- [DESCRIPTION OF THE TASK]:
Check each line of the records below and collect those holding "nodes".

- [RECORDED INFORMATION]:
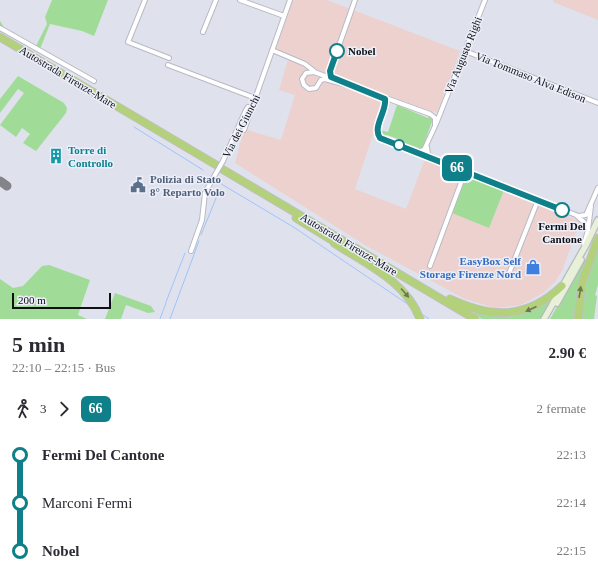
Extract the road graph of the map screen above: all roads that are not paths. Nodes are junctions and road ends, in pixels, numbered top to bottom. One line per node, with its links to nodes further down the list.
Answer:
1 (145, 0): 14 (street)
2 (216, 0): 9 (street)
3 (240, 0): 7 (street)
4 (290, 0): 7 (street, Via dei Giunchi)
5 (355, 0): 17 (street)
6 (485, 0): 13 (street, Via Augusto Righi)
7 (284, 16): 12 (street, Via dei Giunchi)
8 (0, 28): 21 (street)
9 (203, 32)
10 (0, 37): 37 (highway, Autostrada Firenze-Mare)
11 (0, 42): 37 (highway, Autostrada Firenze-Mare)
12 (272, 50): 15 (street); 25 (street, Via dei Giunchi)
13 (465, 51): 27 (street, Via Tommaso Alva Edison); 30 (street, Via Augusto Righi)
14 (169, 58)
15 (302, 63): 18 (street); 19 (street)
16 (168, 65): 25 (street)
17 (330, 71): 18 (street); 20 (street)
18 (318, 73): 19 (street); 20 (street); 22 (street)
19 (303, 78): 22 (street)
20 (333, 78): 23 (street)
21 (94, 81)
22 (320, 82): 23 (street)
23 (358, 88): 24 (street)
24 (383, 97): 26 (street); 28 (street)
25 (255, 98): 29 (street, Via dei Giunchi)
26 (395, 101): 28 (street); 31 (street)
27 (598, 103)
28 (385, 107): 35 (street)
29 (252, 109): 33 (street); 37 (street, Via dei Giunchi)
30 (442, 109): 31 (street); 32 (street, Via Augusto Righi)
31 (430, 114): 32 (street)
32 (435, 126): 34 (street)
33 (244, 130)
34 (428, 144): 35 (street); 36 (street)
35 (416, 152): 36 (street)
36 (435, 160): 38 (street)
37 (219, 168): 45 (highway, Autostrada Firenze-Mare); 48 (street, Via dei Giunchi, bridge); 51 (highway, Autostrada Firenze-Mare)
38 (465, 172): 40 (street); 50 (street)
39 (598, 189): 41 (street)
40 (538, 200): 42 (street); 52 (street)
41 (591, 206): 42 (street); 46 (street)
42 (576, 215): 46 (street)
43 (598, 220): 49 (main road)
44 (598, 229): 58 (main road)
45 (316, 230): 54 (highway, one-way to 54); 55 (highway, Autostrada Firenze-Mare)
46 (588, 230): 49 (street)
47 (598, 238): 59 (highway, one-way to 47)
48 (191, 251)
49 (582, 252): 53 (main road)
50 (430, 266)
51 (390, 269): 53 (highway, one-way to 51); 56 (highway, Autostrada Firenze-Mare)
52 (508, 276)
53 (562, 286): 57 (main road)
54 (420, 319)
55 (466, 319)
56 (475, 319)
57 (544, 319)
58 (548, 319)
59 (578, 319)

--

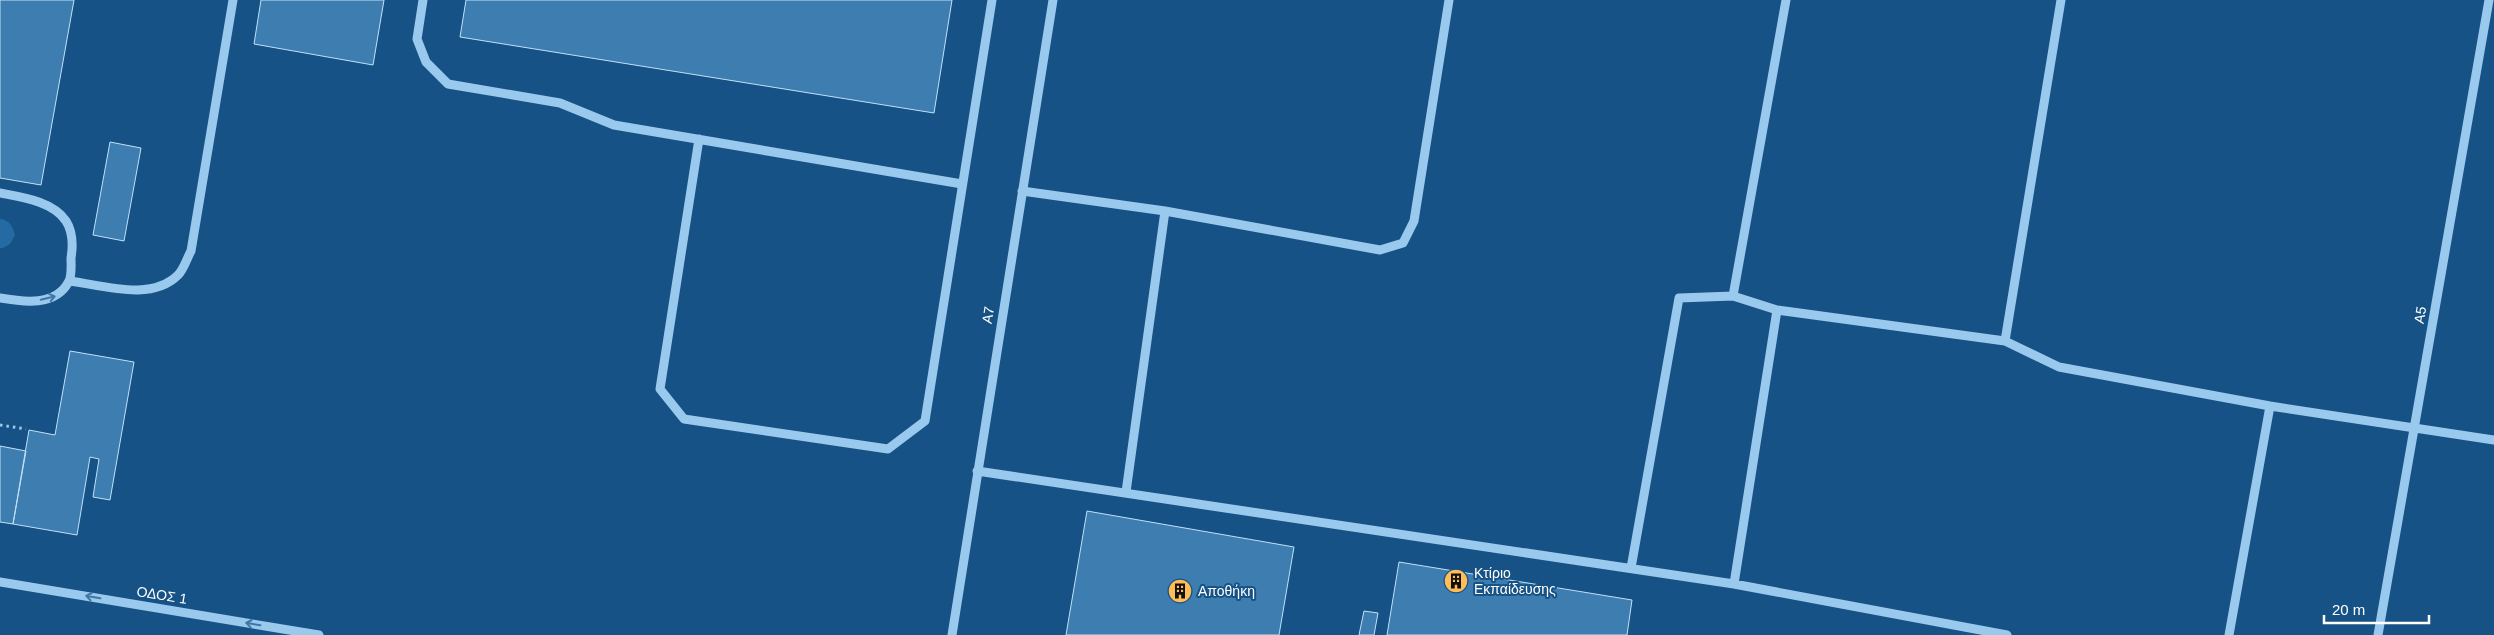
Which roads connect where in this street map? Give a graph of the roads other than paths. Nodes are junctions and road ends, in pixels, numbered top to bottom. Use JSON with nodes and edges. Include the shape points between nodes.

- [EXPECTED ANSWER]:
Extract the road graph of the map screen above: all roads that are not paths. Nodes are junctions and road ends, in pixels, numbered top to bottom. One line per node, with its links to nodes further down the list.
Which roads connect where in this street map? Give a graph of the roads other than paths. Nodes are junctions and road ends, in pixels, numbered top to bottom. Use JSON with nodes and edges. Include the shape points between nodes.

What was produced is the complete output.